Social anxiety disorder, or social phobia, is characterized by an intense fear of social and performance situations and activities. This can significantly impair the child’s school performance and attendance, as well as the ability to socialize with peers and develop and maintain relationships. The feared situation is most often avoided altogether or else it is endured with marked discomfort or dread.
Major symptoms include the following:
- Difficulty with public speaking, reading aloud, or being called on in class
- Avoiding or refusing to initiate conversations, invite friends to get together, order food in restaurants, or call, text, or e-mail peers
- Frequently avoiding eye contact with adults or peers
- Speaking very softly or mumbling
- Appearing isolated or on the fringes of the group
- Overly concerned with negative evaluation, humiliation, or embarrassment
Children, adolescents, and teens with this disorder may have few or no friends. They may not participate in class or play at recess. A child who has had trouble making friends or who avoids participating in school and social activities and shows no sign of improvement may have social anxiety disorder.

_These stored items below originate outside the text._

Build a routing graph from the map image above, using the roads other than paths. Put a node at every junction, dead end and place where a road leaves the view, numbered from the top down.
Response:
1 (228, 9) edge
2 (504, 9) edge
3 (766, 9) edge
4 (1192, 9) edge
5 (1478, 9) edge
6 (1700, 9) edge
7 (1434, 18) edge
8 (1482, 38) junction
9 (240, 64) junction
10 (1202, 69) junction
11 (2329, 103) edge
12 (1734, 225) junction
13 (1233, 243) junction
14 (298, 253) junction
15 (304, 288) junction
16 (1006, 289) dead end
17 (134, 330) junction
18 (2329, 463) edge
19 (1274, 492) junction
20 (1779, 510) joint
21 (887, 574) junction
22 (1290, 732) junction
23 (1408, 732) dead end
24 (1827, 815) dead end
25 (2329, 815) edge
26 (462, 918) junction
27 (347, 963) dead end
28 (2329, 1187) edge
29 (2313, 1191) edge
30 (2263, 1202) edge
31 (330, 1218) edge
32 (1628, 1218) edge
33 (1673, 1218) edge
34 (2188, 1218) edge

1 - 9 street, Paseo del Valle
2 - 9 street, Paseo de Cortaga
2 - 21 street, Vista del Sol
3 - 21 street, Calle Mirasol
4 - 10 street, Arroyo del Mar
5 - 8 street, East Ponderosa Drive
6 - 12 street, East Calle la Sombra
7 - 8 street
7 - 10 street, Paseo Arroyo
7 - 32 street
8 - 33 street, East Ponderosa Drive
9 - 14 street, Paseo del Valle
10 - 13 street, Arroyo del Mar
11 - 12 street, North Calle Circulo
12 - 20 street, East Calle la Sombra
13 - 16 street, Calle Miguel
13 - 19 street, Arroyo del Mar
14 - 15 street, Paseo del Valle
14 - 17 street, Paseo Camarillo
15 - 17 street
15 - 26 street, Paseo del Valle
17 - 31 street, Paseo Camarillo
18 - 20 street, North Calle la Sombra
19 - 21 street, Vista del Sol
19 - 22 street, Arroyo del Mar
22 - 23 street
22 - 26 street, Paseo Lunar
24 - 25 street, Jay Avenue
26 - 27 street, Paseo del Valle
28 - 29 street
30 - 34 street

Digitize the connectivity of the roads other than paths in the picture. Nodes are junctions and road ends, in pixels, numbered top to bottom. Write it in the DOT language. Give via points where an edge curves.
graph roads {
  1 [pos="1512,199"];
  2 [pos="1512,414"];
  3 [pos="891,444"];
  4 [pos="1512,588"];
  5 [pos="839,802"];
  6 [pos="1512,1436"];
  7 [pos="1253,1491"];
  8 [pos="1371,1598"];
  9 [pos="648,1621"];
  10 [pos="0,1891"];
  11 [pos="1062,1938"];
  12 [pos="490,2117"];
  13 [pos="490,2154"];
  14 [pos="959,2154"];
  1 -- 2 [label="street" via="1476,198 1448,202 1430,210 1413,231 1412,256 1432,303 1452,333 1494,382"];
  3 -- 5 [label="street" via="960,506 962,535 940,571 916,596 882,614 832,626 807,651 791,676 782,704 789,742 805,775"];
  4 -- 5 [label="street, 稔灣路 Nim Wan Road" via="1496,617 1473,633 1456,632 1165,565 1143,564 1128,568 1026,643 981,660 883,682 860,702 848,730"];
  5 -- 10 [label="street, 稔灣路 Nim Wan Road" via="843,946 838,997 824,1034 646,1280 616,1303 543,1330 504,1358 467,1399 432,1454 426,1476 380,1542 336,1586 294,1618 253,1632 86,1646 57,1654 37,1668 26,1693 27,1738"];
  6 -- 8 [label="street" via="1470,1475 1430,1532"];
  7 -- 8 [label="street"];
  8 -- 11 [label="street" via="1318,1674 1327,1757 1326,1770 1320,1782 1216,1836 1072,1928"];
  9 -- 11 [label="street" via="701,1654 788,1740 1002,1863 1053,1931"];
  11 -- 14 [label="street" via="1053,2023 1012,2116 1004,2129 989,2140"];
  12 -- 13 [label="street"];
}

Worried that your child might be suffering from Social Anxiety Disorder:
- Does your child seem to have difficulty speaking in front of others?
- Does he/she become extremely nervous and complain of physical symptoms like stomach ache, nausea, trembling, at the thought of social interaction and performance situations like speaking to a group?
- Does he/she tend to appear have difficulty meeting other children or joining in groups
- Does he/she have a limited number of friends
- Does he/she avoid social situations where they might be the focus of attention or stand out from others – for example, talking on the telephone and asking or answering questions in class?